HP gets more than security benefits from ArcSight acquisition, it gets closer to comprehensive BI for IT

The build, buy or partner equation has favored "buy" once again as HP moves aggressively to dominate IT operations management and governance software and services.

HP on Monday announced the intention to buy 10-year-old ArcSight for $1.5 billion, rapidly filling out its software products portfolio again under Bill Veghte, Executive Vice President of the HP Software & Solutions group. HP has been on a tear after recently acquiring Fortify and 3Par. I guess we should expect even more buying by HP as the economy and stock market makes these companies attractive before their value increases. [Disclosure: HP is a sponsor of BriefingsDirect podcasts.]

ArcSight -- with a $200 million revenue run rate and 35 percent annual top line growth -- might be best known for providing the means to snuff out cyber crime and user access and data management risks. And the systems log capture and management portfolio at ArcSight is also adept at helping with regulatory oversight requirements and compliance issues. To solve these problems, the company sells to the largest enterprises, including the US government and military, and financial, telco and retail giants.

But for me the real value for HP is in gaining a comprehensive platform and portfolio via ArcSight for total systems log management. Being able to manage and exploit the reams of ongoing log data across all data center devices offers huge benefits, even the ability to correlate business events and IT events for what I call BI for IT.

We're right on the cusp of reliable and penetrating levels predictive types of IT analysis, and HP needs to in the vanguard on this. VMware just last month bought privately held Integrien for the same reason. The market is looking for de facto standard governance systems of record and HP's other governance products plus ArcSight makes that a market opportunity only one for HP to lose.

This predictive approach to IT failures -- of identifying and ameliorating system snafus before they impact applications and data performance -- stands as the progeny of better IT operations continuity. The structured and unstructured systems data and analysis from ArcSight will help HP develop a constant feedback loop between build, manage and monitoring processes, to help ensure that enterprises remain secure and reliable in operations, says HP.

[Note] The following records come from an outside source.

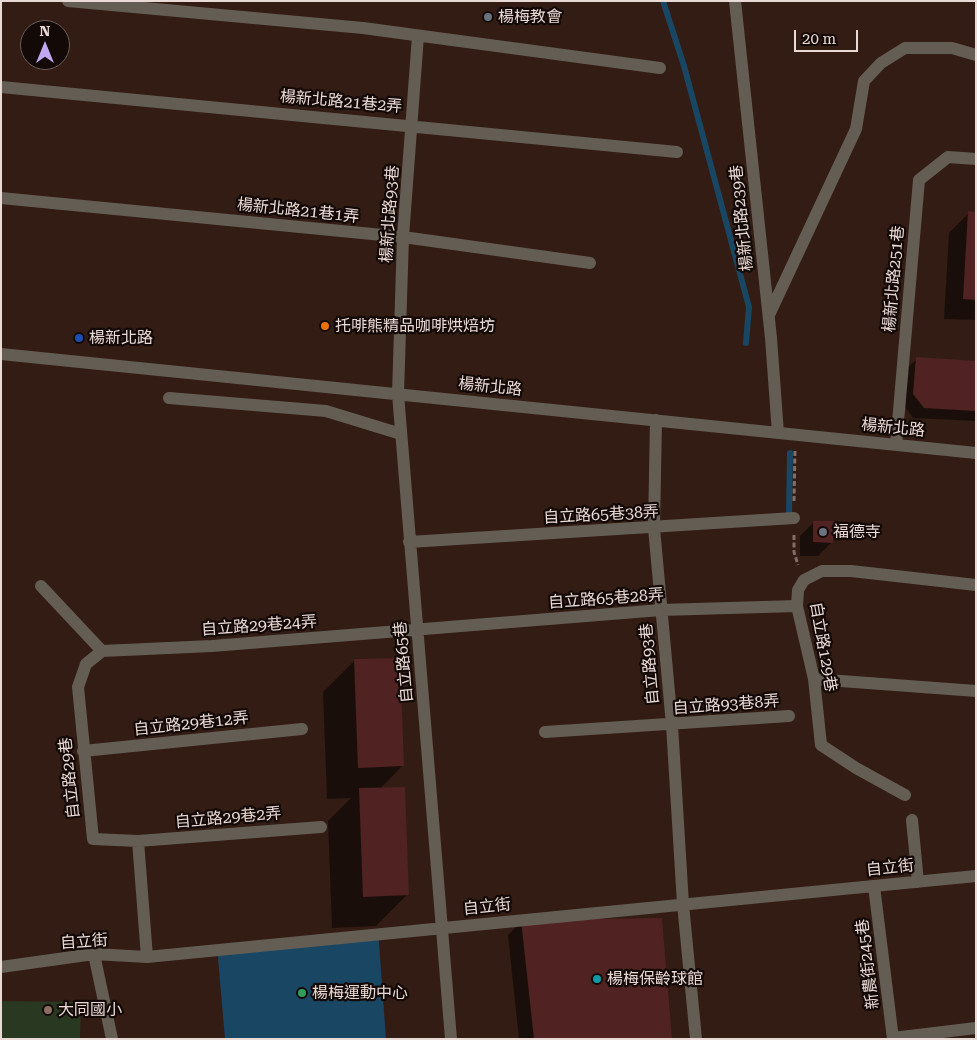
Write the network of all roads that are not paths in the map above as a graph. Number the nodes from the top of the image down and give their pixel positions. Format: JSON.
{"nodes":[{"id":1,"x":68,"y":1,"type":"edge"},
{"id":2,"x":735,"y":1,"type":"edge"},
{"id":3,"x":418,"y":36,"type":"junction"},
{"id":4,"x":976,"y":55,"type":"edge"},
{"id":5,"x":660,"y":68,"type":"dead end"},
{"id":6,"x":1,"y":87,"type":"edge"},
{"id":7,"x":413,"y":126,"type":"junction"},
{"id":8,"x":677,"y":152,"type":"dead end"},
{"id":9,"x":976,"y":159,"type":"edge"},
{"id":10,"x":1,"y":198,"type":"edge"},
{"id":11,"x":403,"y":237,"type":"junction"},
{"id":12,"x":590,"y":263,"type":"dead end"},
{"id":13,"x":769,"y":315,"type":"junction"},
{"id":14,"x":1,"y":354,"type":"edge"},
{"id":15,"x":398,"y":394,"type":"junction"},
{"id":16,"x":169,"y":398,"type":"dead end"},
{"id":17,"x":656,"y":420,"type":"junction"},
{"id":18,"x":778,"y":433,"type":"junction"},
{"id":19,"x":401,"y":434,"type":"junction"},
{"id":20,"x":896,"y":445,"type":"junction"},
{"id":21,"x":976,"y":453,"type":"edge"},
{"id":22,"x":794,"y":518,"type":"dead end"},
{"id":23,"x":654,"y":528,"type":"junction"},
{"id":24,"x":409,"y":542,"type":"junction"},
{"id":25,"x":976,"y":585,"type":"edge"},
{"id":26,"x":41,"y":586,"type":"dead end"},
{"id":27,"x":797,"y":606,"type":"junction"},
{"id":28,"x":661,"y":610,"type":"junction"},
{"id":29,"x":418,"y":630,"type":"junction"},
{"id":30,"x":102,"y":651,"type":"junction"},
{"id":31,"x":814,"y":679,"type":"junction"},
{"id":32,"x":976,"y":691,"type":"edge"},
{"id":33,"x":789,"y":716,"type":"dead end"},
{"id":34,"x":672,"y":725,"type":"junction"},
{"id":35,"x":302,"y":729,"type":"dead end"},
{"id":36,"x":545,"y":732,"type":"dead end"},
{"id":37,"x":83,"y":751,"type":"junction"},
{"id":38,"x":905,"y":795,"type":"dead end"},
{"id":39,"x":912,"y":820,"type":"dead end"},
{"id":40,"x":321,"y":827,"type":"dead end"},
{"id":41,"x":138,"y":842,"type":"junction"},
{"id":42,"x":976,"y":876,"type":"edge"},
{"id":43,"x":918,"y":882,"type":"junction"},
{"id":44,"x":874,"y":886,"type":"junction"},
{"id":45,"x":683,"y":904,"type":"junction"},
{"id":46,"x":441,"y":928,"type":"junction"},
{"id":47,"x":94,"y":954,"type":"junction"},
{"id":48,"x":148,"y":957,"type":"junction"},
{"id":49,"x":1,"y":967,"type":"edge"},
{"id":50,"x":976,"y":1028,"type":"edge"},
{"id":51,"x":893,"y":1038,"type":"edge"},
{"id":52,"x":112,"y":1039,"type":"edge"},
{"id":53,"x":451,"y":1039,"type":"edge"},
{"id":54,"x":696,"y":1039,"type":"edge"}],
"edges":[{"from":1,"to":3,"type":"street"},
{"from":2,"to":13,"type":"street","name":"楊新北路239巷"},
{"from":3,"to":5,"type":"street"},
{"from":3,"to":7,"type":"street","name":"楊新北路93巷"},
{"from":4,"to":13,"type":"street"},
{"from":6,"to":7,"type":"street","name":"楊新北路21巷2弄"},
{"from":7,"to":8,"type":"street","name":"楊新北路21巷2弄"},
{"from":7,"to":11,"type":"street","name":"楊新北路93巷"},
{"from":9,"to":20,"type":"street","name":"楊新北路251巷"},
{"from":10,"to":11,"type":"street","name":"楊新北路21巷1弄"},
{"from":11,"to":12,"type":"street","name":"楊新北路21巷1弄"},
{"from":11,"to":15,"type":"street","name":"楊新北路93巷"},
{"from":13,"to":18,"type":"street","name":"楊新北路239巷"},
{"from":14,"to":15,"type":"street","name":"楊新北路"},
{"from":15,"to":17,"type":"street","name":"楊新北路"},
{"from":15,"to":19,"type":"street","name":"自立路65巷"},
{"from":16,"to":19,"type":"street"},
{"from":17,"to":18,"type":"street","name":"楊新北路"},
{"from":17,"to":23,"type":"street","name":"自立路93巷"},
{"from":18,"to":20,"type":"street","name":"楊新北路"},
{"from":19,"to":24,"type":"street","name":"自立路65巷"},
{"from":20,"to":21,"type":"street","name":"楊新北路"},
{"from":22,"to":23,"type":"street","name":"自立路65巷38弄"},
{"from":23,"to":24,"type":"street","name":"自立路65巷38弄"},
{"from":23,"to":28,"type":"street","name":"自立路93巷"},
{"from":24,"to":29,"type":"street","name":"自立路65巷"},
{"from":25,"to":27,"type":"street","name":"自立路129巷"},
{"from":26,"to":30,"type":"street"},
{"from":27,"to":28,"type":"street","name":"自立路65巷28弄"},
{"from":27,"to":31,"type":"street","name":"自立路129巷"},
{"from":28,"to":29,"type":"street","name":"自立路65巷28弄"},
{"from":28,"to":34,"type":"street","name":"自立路93巷"},
{"from":29,"to":30,"type":"street","name":"自立路29巷24弄"},
{"from":29,"to":46,"type":"street","name":"自立路65巷"},
{"from":30,"to":37,"type":"street","name":"自立路29巷"},
{"from":31,"to":32,"type":"street"},
{"from":31,"to":38,"type":"street","name":"自立路129巷"},
{"from":33,"to":34,"type":"street","name":"自立路93巷8弄"},
{"from":34,"to":36,"type":"street","name":"自立路93巷8弄"},
{"from":34,"to":45,"type":"street","name":"自立路93巷"},
{"from":35,"to":37,"type":"street","name":"自立路29巷12弄"},
{"from":37,"to":41,"type":"street","name":"自立路29巷"},
{"from":39,"to":43,"type":"street"},
{"from":40,"to":41,"type":"street","name":"自立路29巷2弄"},
{"from":41,"to":48,"type":"street"},
{"from":42,"to":43,"type":"street","name":"自立街"},
{"from":43,"to":44,"type":"street","name":"自立街"},
{"from":44,"to":45,"type":"street","name":"自立街"},
{"from":44,"to":51,"type":"street","name":"新農街245巷"},
{"from":45,"to":46,"type":"street","name":"自立街"},
{"from":45,"to":54,"type":"street","name":"自立路93巷"},
{"from":46,"to":48,"type":"street","name":"自立街"},
{"from":46,"to":53,"type":"street","name":"自立路65巷"},
{"from":47,"to":48,"type":"street","name":"自立街"},
{"from":47,"to":49,"type":"street","name":"自立街"},
{"from":47,"to":52,"type":"street"},
{"from":50,"to":51,"type":"street"}]}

Consider too that managing security and dependability at the edge takes on a whole new meaning as enterprises dive more deeply into smartphones, mobile apps, netbooks, thin clients and desktop virtualization, and the need to not just manage each of them -- but all of them in an orchestra of coordinated data and applications access, provisioning and compliance.

Virtualization drives need for governance


Oh, and then there's the virtualization revolution that's only partly played out in enterprise IT and growing fast. And so how to manage and govern fleeting virtual instances of servers, networking equipment and storage? The logs. The logs data. It's a sure way to gain a complete view of IT operations, even as that picture is rapidly changing moment by moment.

Another complement to the ArcSight-HP match-up: All that log data needs to be crunched and reported, a function of BI-adept hardware and optimized systems, which, of course, HP has in spades.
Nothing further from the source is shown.